Ask someone with Type 1 diabetes, and we usually respond with “Yeah, what did you need?”
While we do our best to prepare for exercise and stressful situations, remind yourself that having a normal day can easily cause your blood glucose levels to crash or rise out of control. Stock up on small, no-sugar added remedies to these annoying but serious episodes. This preparation leads to finding a small pharmacy in our pockets/bags. Some items to think about stashing around your normal spots if you don’t carry them everywhere you go.
- Glucose tabs
- Apple Juice box
- Alcohol swabs
- Extra test strips
- Extra lancets (haha)
- Extra battery for pump/CGM
- More Glucose tabs
If needed, bursts of added-sugar make sense, but they should not be used too often as processed sugars are simple sugars.
Not in this order, but things that usually take up a good part of your day regardless of how much time you spend on each of these.
- Eating right
- Walking the dog/looking for your cat
- Your Job
- Social media
- Significant other
- Working out
- Care for your diabetes every day!
Have fun, enjoy your life, never forget why you’ve made it where you are. It’s important to stay structured and disciplined but you’re only human – and we make mistakes. If you lost your way, there are options to find your path again.
What we eat
Who doesn’t love food??
Calculations about how much you’re eating and the appropriate amount of insulin can be a hard task every meal, every day. Diets should be reflective of the lifestyle you live since we’re all made differently. It’s easy to forget about the repercussions when frequent spurts of unhealthy eating strike.
When going out to dinner – how you care for your diabetes isn’t everyone’s business! If you chose to make it so, then you’ll have opportunities to answer direct questions. Actually, helping you understand your friends level of understanding. If you don’t want ice cream after dinner, don’t assume everyone thinks you aren’t fun. Explain how spikes are times when our blood sugar rises rapidly due to certain circumstances.
What we feel
Feelings and emotions are different than how we act sometimes. It’s very, very important to make sure your friends, family, classmates or coworkers are aware you have Type 1 diabetes. Mentioned a few times throughout this guide, sometimes our levels are out of range and we need to identify for ourselves what’s happening.
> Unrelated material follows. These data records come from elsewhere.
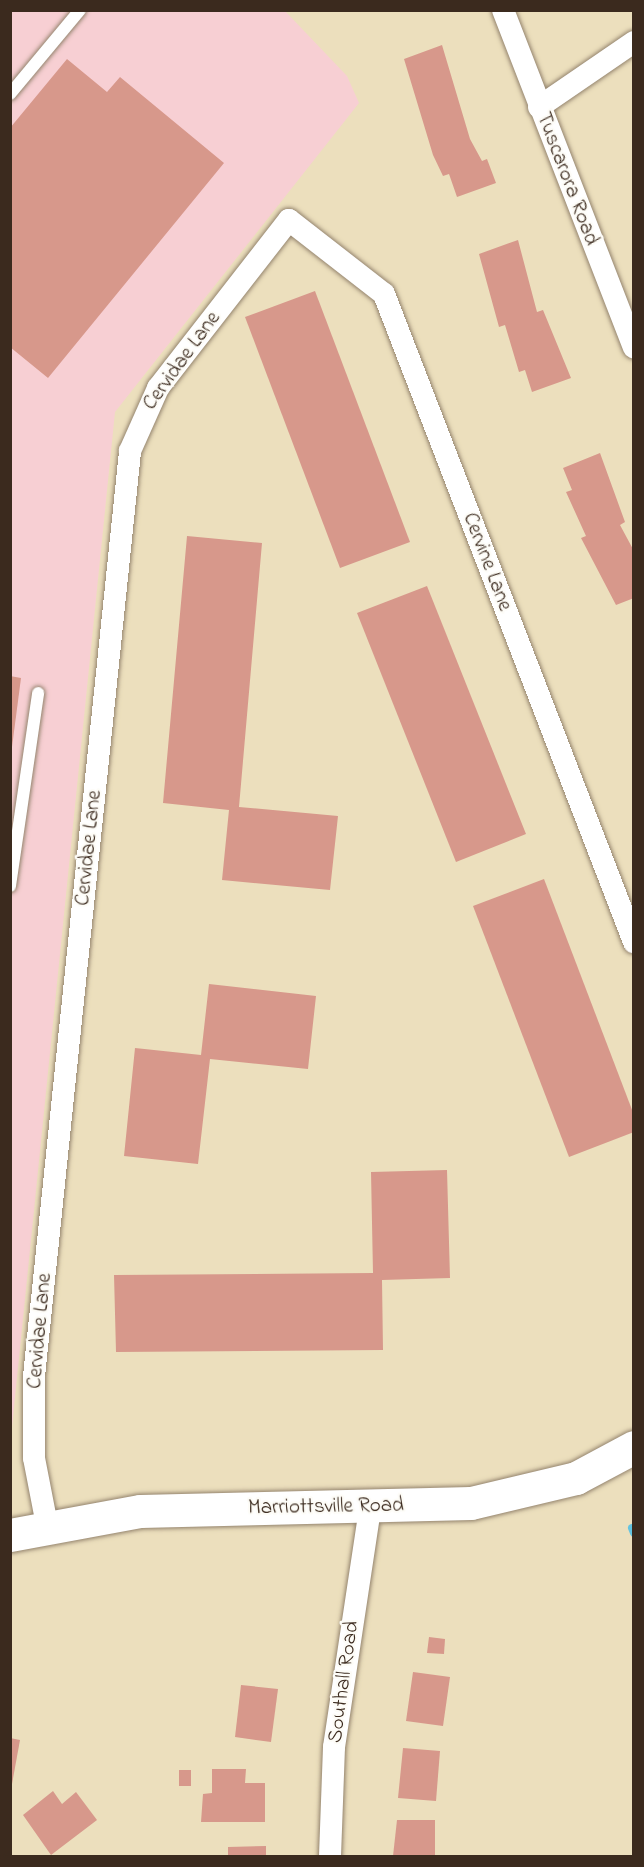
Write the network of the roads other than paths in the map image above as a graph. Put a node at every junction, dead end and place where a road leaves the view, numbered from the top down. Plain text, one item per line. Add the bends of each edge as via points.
1 (80, 10) edge
2 (503, 10) edge
3 (633, 42) edge
4 (10, 94) edge
5 (539, 107) junction
6 (289, 220) joint
7 (633, 347) edge
8 (38, 693) dead end
9 (10, 886) edge
10 (633, 942) edge
11 (633, 1447) edge
12 (370, 1508) junction
13 (47, 1525) junction
14 (10, 1535) edge
15 (330, 1857) edge

1 - 4 lane
2 - 5 street, Tuscarora Road
3 - 5 street
5 - 7 street, Tuscarora Road
6 - 10 street, Cervine Lane via 384,294
6 - 13 street, Cervidae Lane via 158,388 130,451 34,1376 34,1458
8 - 9 lane
11 - 12 main road, Marriottsville Road via 576,1478 528,1494
12 - 13 main road, Marriottsville Road via 140,1511
12 - 15 street, Southall Road via 334,1747
13 - 14 main road, Marriottsville Road

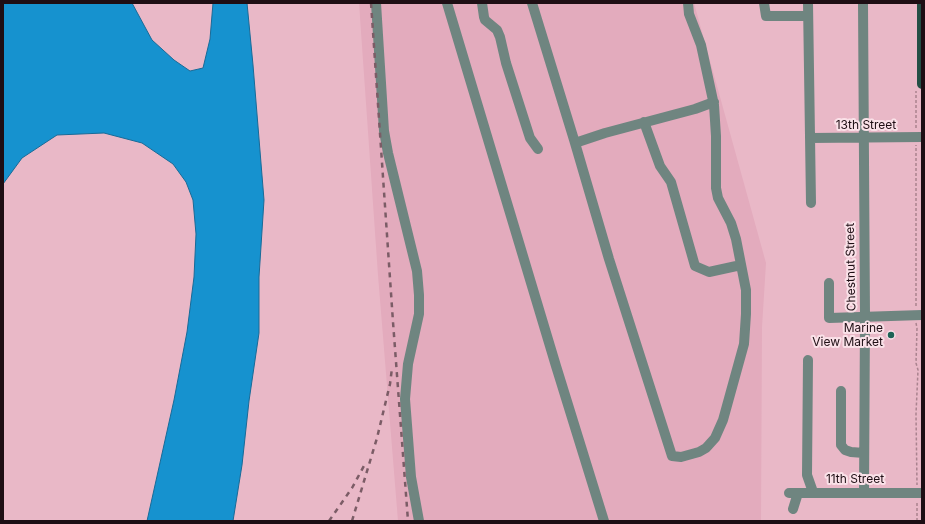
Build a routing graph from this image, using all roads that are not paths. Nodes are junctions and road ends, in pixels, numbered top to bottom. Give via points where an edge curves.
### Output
1 (376, 3) edge
2 (447, 3) edge
3 (482, 3) edge
4 (532, 3) edge
5 (688, 3) edge
6 (764, 3) edge
7 (808, 3) edge
8 (863, 3) edge
9 (922, 3) edge
10 (808, 16) junction
11 (919, 87) edge
12 (714, 102) junction
13 (644, 122) junction
14 (919, 137) edge
15 (810, 138) junction
16 (863, 138) junction
17 (575, 143) junction
18 (538, 150) dead end
19 (811, 203) dead end
20 (741, 265) junction
21 (829, 283) dead end
22 (919, 315) edge
23 (865, 317) junction
24 (808, 360) dead end
25 (841, 391) dead end
26 (864, 454) junction
27 (813, 492) junction
28 (864, 492) junction
29 (920, 492) edge
30 (793, 509) dead end
31 (419, 521) edge
32 (604, 521) edge

1 - 31 street via 384,131 417,271 419,295 419,314 408,364 405,399 411,477
2 - 32 street
3 - 18 street via 484,17 497,30 500,37 530,138
4 - 17 street
5 - 12 street
6 - 10 street via 766,16
7 - 10 street
8 - 16 street, Chestnut Street
9 - 11 main road
10 - 15 street
12 - 13 street
12 - 20 street via 716,188 718,198 731,223
13 - 17 street
13 - 20 street via 660,166 670,182 695,266 709,272
14 - 16 street, 13th Street
15 - 16 street, 13th Street
15 - 19 street
16 - 23 street, Chestnut Street
17 - 20 street via 672,456 692,455 706,448 715,438 723,420 744,344 746,290
21 - 23 street via 829,318
22 - 23 street
23 - 26 street, Chestnut Street
24 - 27 street via 807,475
25 - 26 street via 841,445 851,452
26 - 28 street, Chestnut Street
27 - 28 street, 11th Street
27 - 30 street, 11th Street via 793,493
28 - 29 street, 11th Street

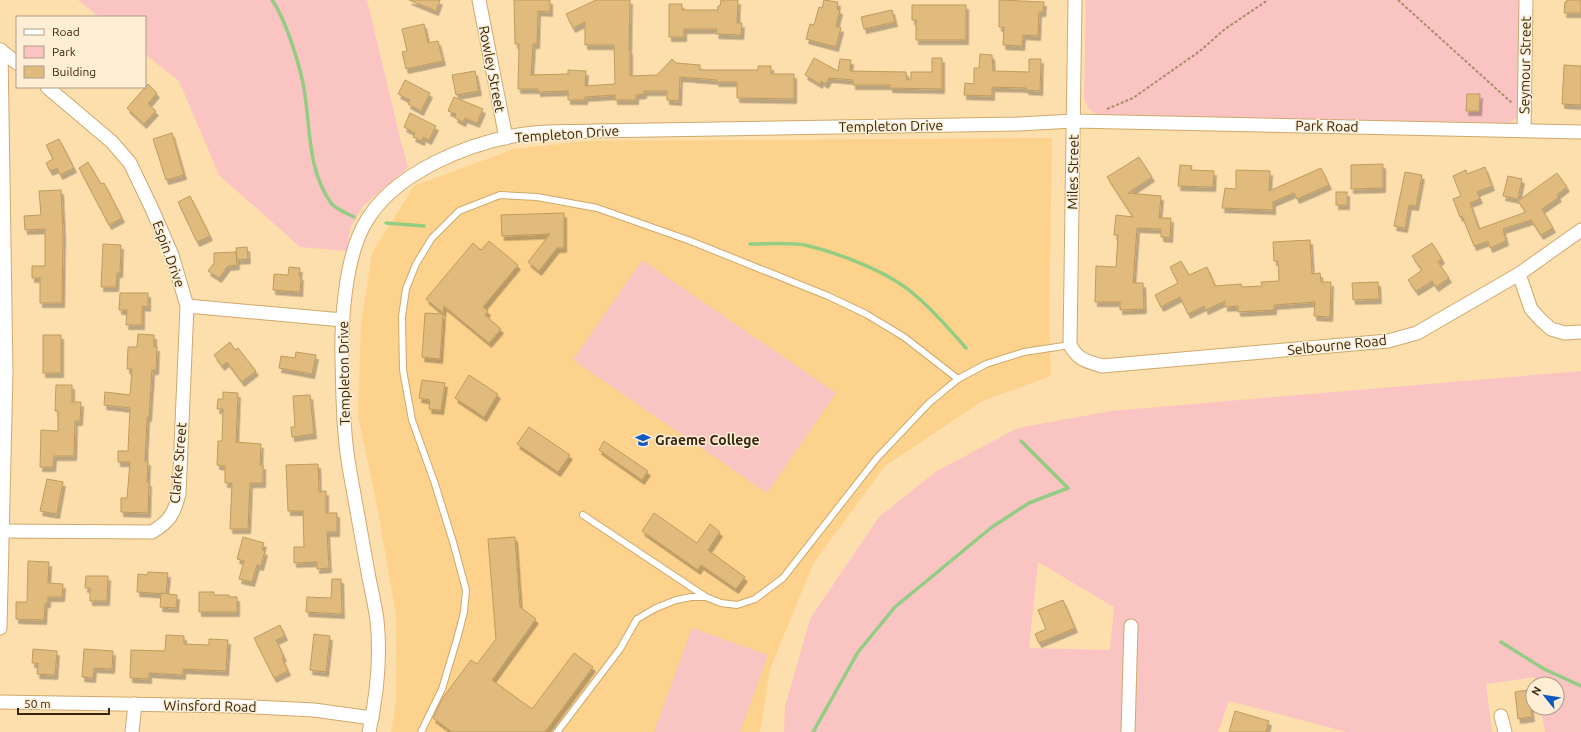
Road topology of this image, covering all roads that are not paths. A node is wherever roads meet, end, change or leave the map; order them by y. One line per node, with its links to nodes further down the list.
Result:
1 (479, 0): 10 (street, Rowley Street)
2 (1075, 0): 7 (street, Miles Street)
3 (1526, 0): 8 (street, Seymour Street)
4 (0, 50): 5 (street); 19 (street)
5 (16, 62)
6 (48, 88): 13 (street, Espin Drive)
7 (1074, 121): 8 (street, Park Road); 10 (street, Templeton Drive); 16 (street, Miles Street)
8 (1524, 130): 9 (street, Park Road)
9 (1581, 132)
10 (506, 138): 14 (street, Templeton Drive)
11 (1581, 230): 12 (street, Selbourne Road)
12 (1519, 274): 15 (street); 16 (street, Selbourne Road)
13 (187, 306): 14 (street, Espin Drive); 19 (street, Clarke Street)
14 (343, 320): 26 (street, Templeton Drive)
15 (1581, 332)
16 (1070, 345): 17 (lane)
17 (958, 380): 20 (lane); 29 (lane)
18 (582, 515): 20 (lane)
19 (2, 531): 22 (street)
20 (706, 597): 30 (lane)
21 (1131, 626): 31 (street)
22 (0, 628)
23 (0, 702): 24 (street, Winsford Road)
24 (135, 704): 26 (street, Winsford Road); 27 (street)
25 (1501, 716): 32 (street)
26 (372, 718): 28 (street, Templeton Drive)
27 (132, 732)
28 (369, 732)
29 (421, 732)
30 (557, 732)
31 (1128, 732)
32 (1505, 732)

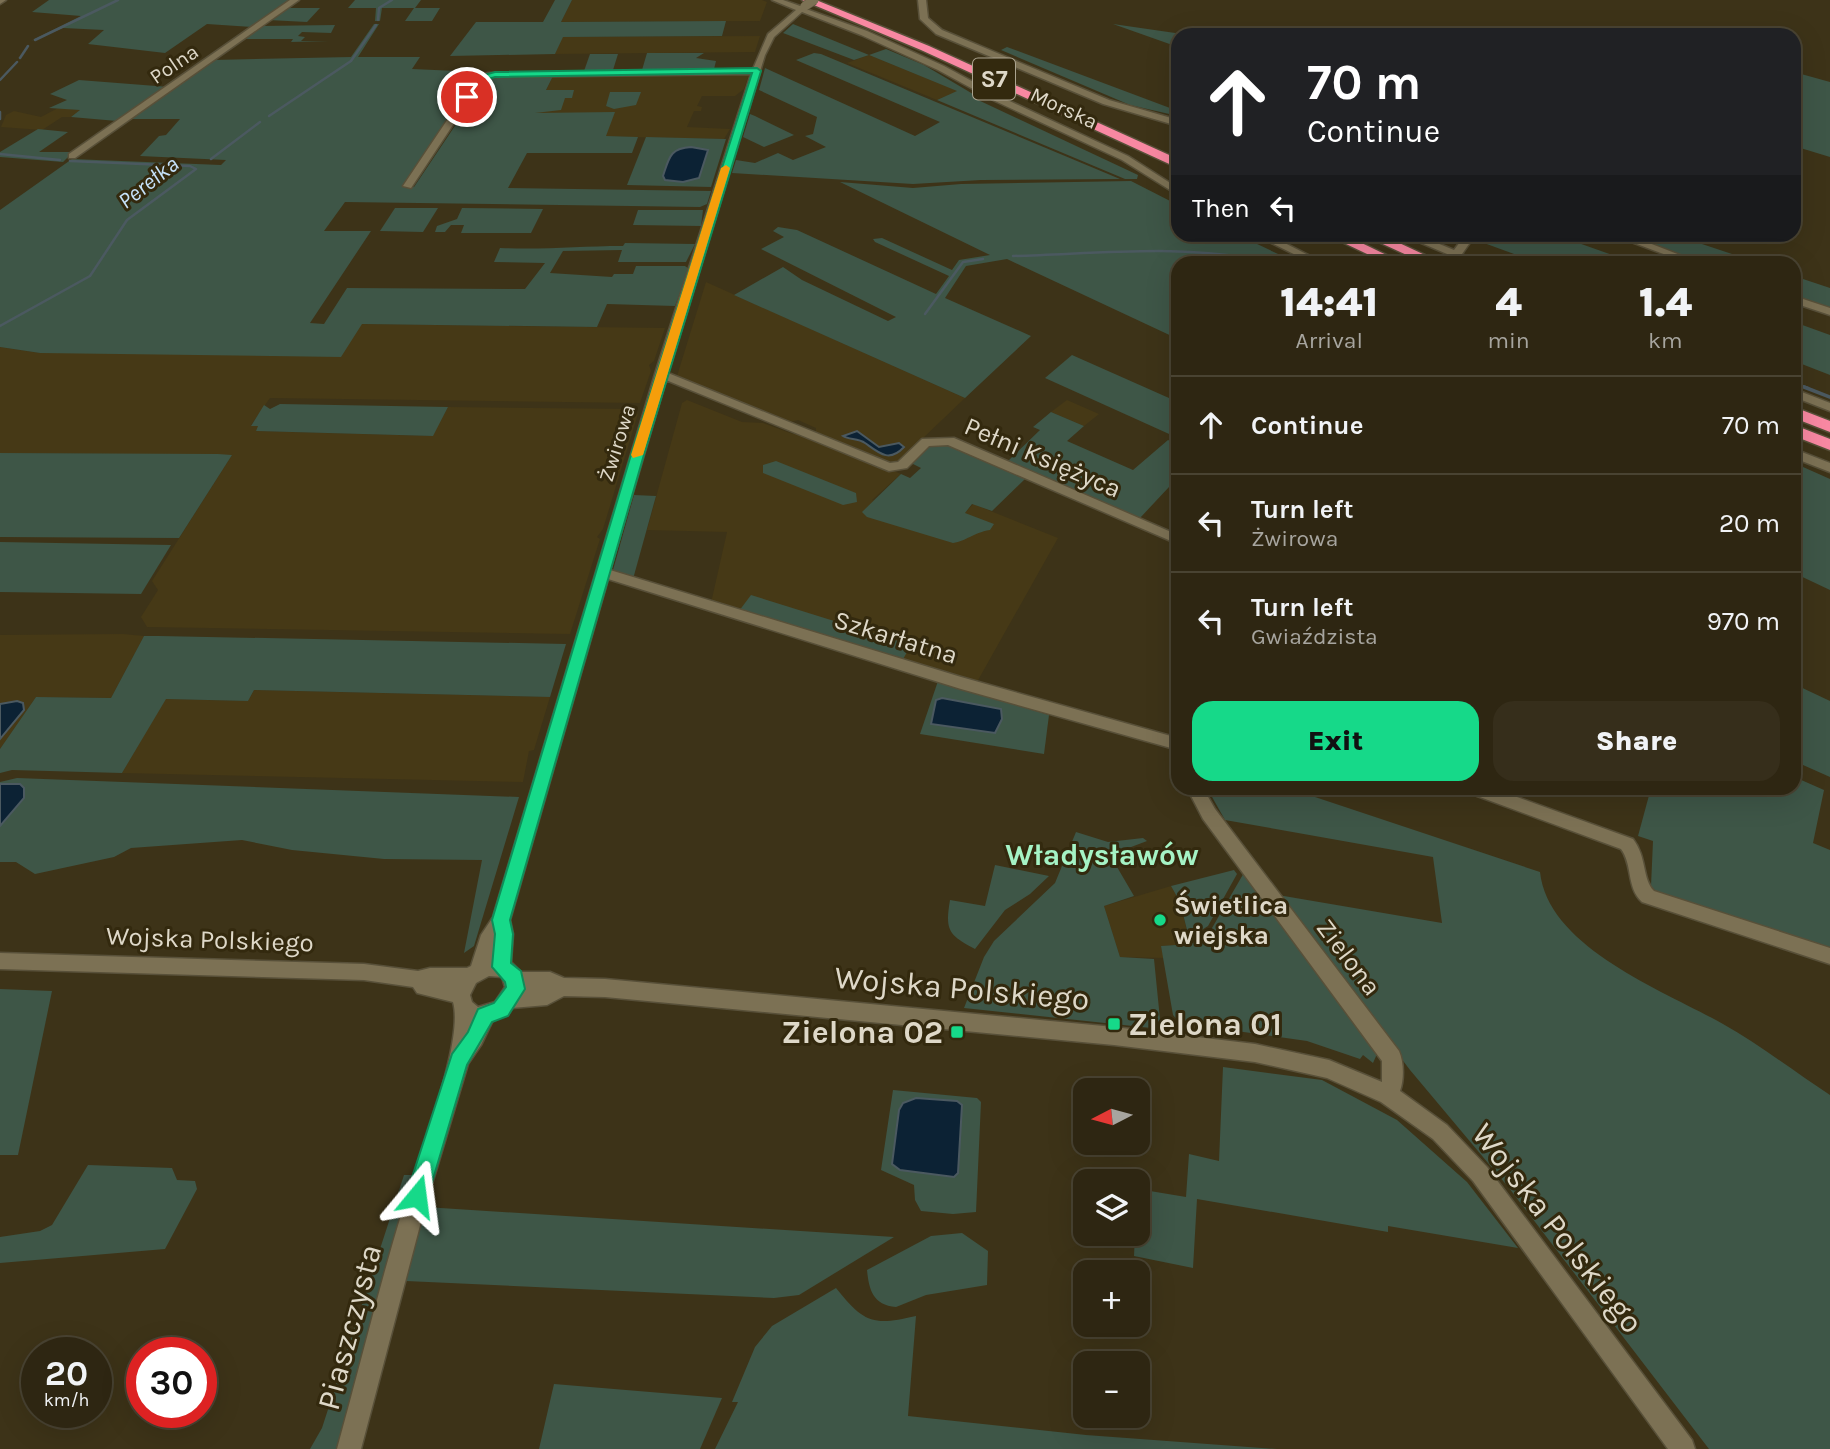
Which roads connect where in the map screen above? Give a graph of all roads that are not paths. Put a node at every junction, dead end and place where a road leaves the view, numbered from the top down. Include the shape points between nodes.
1 (295, 0) edge
2 (776, 0) edge
3 (814, 0) edge
4 (834, 0) edge
5 (922, 0) edge
6 (804, 6) edge
7 (757, 71) junction
8 (1171, 121) edge
9 (1171, 147) edge
10 (72, 156) dead end
11 (1171, 161) edge
12 (408, 186) dead end
13 (1171, 188) edge
14 (1275, 242) edge
15 (1349, 242) edge
16 (1386, 242) edge
17 (1424, 242) edge
18 (1465, 242) edge
19 (1637, 242) edge
20 (1456, 255) joint
21 (1304, 256) edge
22 (1380, 256) edge
23 (1419, 256) edge
24 (1676, 256) edge
25 (1801, 302) edge
26 (1830, 312) edge
27 (662, 374) junction
28 (1801, 396) edge
29 (1830, 407) edge
30 (1801, 415) edge
31 (1830, 427) edge
32 (1801, 433) edge
33 (1830, 445) edge
34 (1801, 456) edge
35 (1830, 468) edge
36 (1171, 537) edge
37 (602, 572) junction
38 (1171, 742) edge
39 (1200, 795) edge
40 (1494, 795) edge
41 (501, 920) junction
42 (1830, 956) edge
43 (0, 962) edge
44 (474, 973) junction
45 (508, 973) junction
46 (418, 979) junction
47 (562, 988) junction
48 (510, 1000) junction
49 (470, 1007) junction
50 (1388, 1096) junction
51 (349, 1449) edge
52 (1683, 1449) edge

1 - 10 street, Polna
2 - 6 street, Morska
3 - 6 street, Żwirowa, bridge
4 - 9 highway, S7
5 - 8 street via 924,19 939,32 1094,97
6 - 7 street, Żwirowa via 769,37
6 - 11 highway, S7 via 926,48
6 - 13 street, Morska via 1125,158
7 - 12 street via 488,75 479,79
7 - 27 street, Żwirowa
14 - 21 street
15 - 22 highway
16 - 23 highway
17 - 20 street
18 - 20 street
19 - 24 street
25 - 26 street
27 - 36 street, Pełni Księżyca via 889,467 902,465 926,442 950,441
27 - 37 street, Żwirowa
28 - 29 street
30 - 31 highway
32 - 33 highway
34 - 35 street
37 - 38 street, Szkarłatna via 961,683
37 - 41 street, Żwirowa
39 - 50 street, Zielona via 1392,1058
40 - 42 street via 1627,844 1636,854 1638,885 1648,897
41 - 44 street, Żwirowa
41 - 45 street, Żwirowa
43 - 46 street, Wojska Polskiego via 364,972
44 - 45 street, Wojska Polskiego
44 - 46 street, Wojska Polskiego
44 - 49 street, Żwirowa
45 - 47 street, Wojska Polskiego via 550,980
45 - 48 street, Żwirowa via 515,989
46 - 49 street, Wojska Polskiego via 425,988
47 - 48 street, Wojska Polskiego via 547,996
47 - 50 street, Wojska Polskiego via 956,1020 1255,1053 1329,1069
48 - 49 street via 501,1009
49 - 51 street, Piaszczysta via 474,1039 459,1061 415,1203
50 - 52 street, Wojska Polskiego via 1440,1132 1480,1174

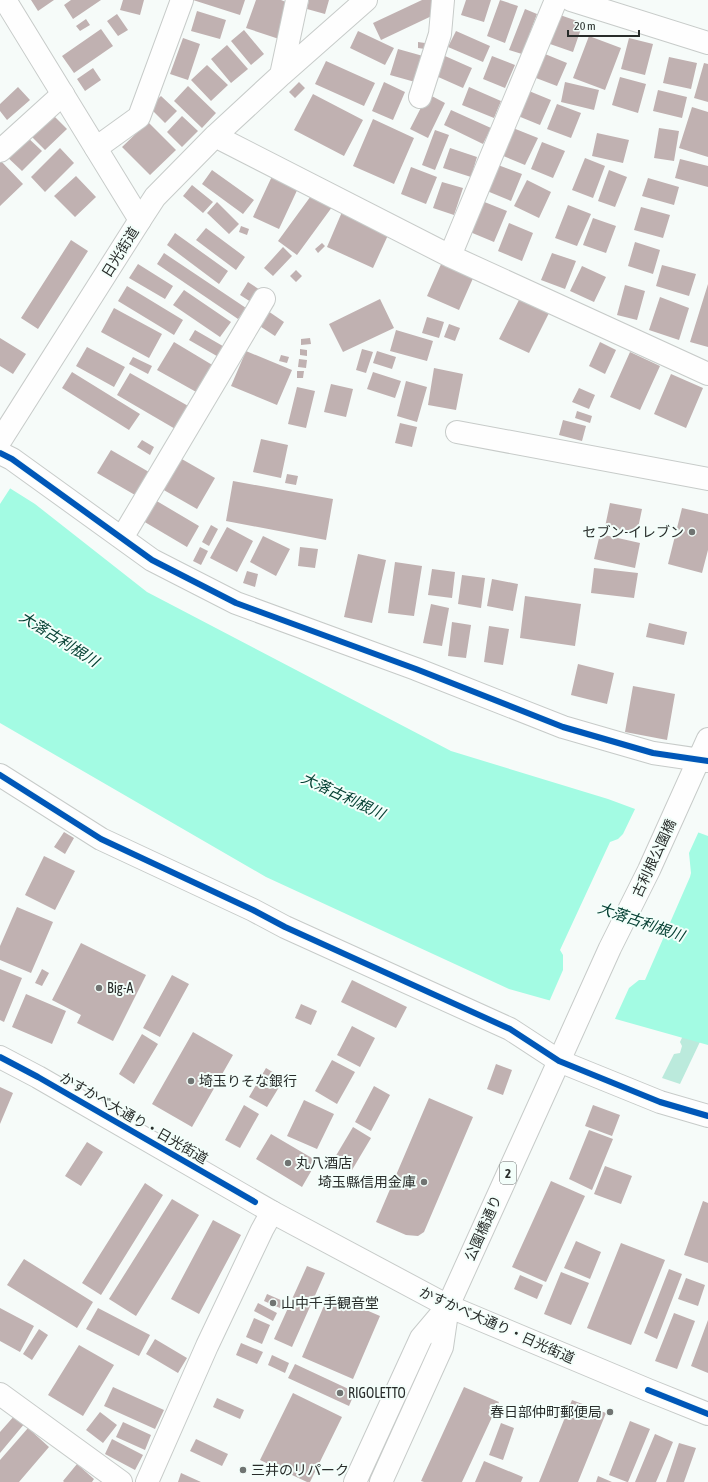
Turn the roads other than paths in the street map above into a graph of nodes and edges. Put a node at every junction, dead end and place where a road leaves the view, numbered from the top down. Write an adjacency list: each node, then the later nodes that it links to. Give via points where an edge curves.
1 (5, 0): 10 (street, 日光街道)
2 (182, 0): 13 (street, via 139,117)
3 (297, 0): 9 (street)
4 (366, 0): 9 (street)
5 (443, 0): 11 (street, via 440,34)
6 (556, 0): 16 (street)
7 (572, 0): 8 (street)
8 (708, 43)
9 (281, 75): 12 (street)
10 (63, 94): 13 (street, 日光街道); 14 (street)
11 (420, 97)
12 (215, 136): 15 (street, via 155,198); 16 (street)
13 (96, 148): 15 (street, 日光街道)
14 (0, 151)
15 (140, 220): 20 (street, 日光街道)
16 (450, 256): 18 (street)
17 (264, 299): 23 (street)
18 (708, 374)
19 (457, 432): 22 (street)
20 (0, 440)
21 (0, 453): 23 (street)
22 (708, 479)
23 (122, 538): 25 (street, via 152,560 236,603 429,674 563,727 653,753)
24 (708, 739): 25 (street, 2)
25 (703, 760): 27 (street, 古利根公園橋 / 2, via 688,783)
26 (0, 775): 29 (street, via 100,839 285,927 510,1029)
27 (569, 1041): 29 (street, 公園橋通り / 2)
28 (0, 1057): 31 (street, かすかべ大通り・日光街道)
29 (559, 1061): 30 (street, via 660,1102); 32 (street, 公園橋通り / 2)
30 (708, 1116)
31 (272, 1212): 32 (street, かすかべ大通り・日光街道); 36 (street, via 207,1346)
32 (448, 1306): 34 (street, かすかべ大通り・日光街道); 37 (street, 公園橋通り, via 421,1338); 38 (street, 公園橋通り, via 442,1347)
33 (0, 1394): 35 (street)
34 (708, 1414)
35 (121, 1482)
36 (146, 1482)
37 (355, 1482)
38 (380, 1482)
- High symptoms: nausea, deep sighing breaths, confusion, flushed and warm skin, drowsiness
- Low symptoms: shaky, pale and sweaty skin, headache, hunger, weakness, trembling
If you recognize signs of a low or a high, the first thing to do care for yourself immediately. Most Type 1s know how to treat these circumstances and will do what they usually do to correct them.
When low – consume sugar immediately. Glucose tabs are just small, chalky bits of sugar that dissolve instantly when saliva touches it.
When high – exercise or administer a small amount of insulin for a correction. Either way can lower the amount of sugar in your system.
Topic of choice – naturally. Yes, you can have sex with a pump on. No you won’t have to take any extra insulin before you strip down. As with any physical exercise though, we have to keep an eye on blood sugar levels and make sure we don’t drop too low. (That can be easily remedied with a high-sugar snack.) Candy and intercourse? Not a bad combo …
Getting to that point, can be a challenge. Regardless of your age or sexual preference, there is no denying the amount of time spent impressing potential mates. Having an autoimmune disease can add its own set of roadblocks.
Read more on Sex and Type 1 diabetes.
Showing respect to other people regardless of their lifestyle, diet and actions should be more universal. Unfortunately, living with diabetes is like putting stress and anger into a pressure-cooker every morning. Start the day by setting a simple, achievable goal for yourself before the day’s end.
Check out this helpful link for a deeper look into the relationship of your mental and physical state
Booze & other
When alcohol is involved, it is extremely important to keep an extra eye on the symptoms of a low. Alcohol is one of the factors that can cause blood sugar levels to be more sporadic.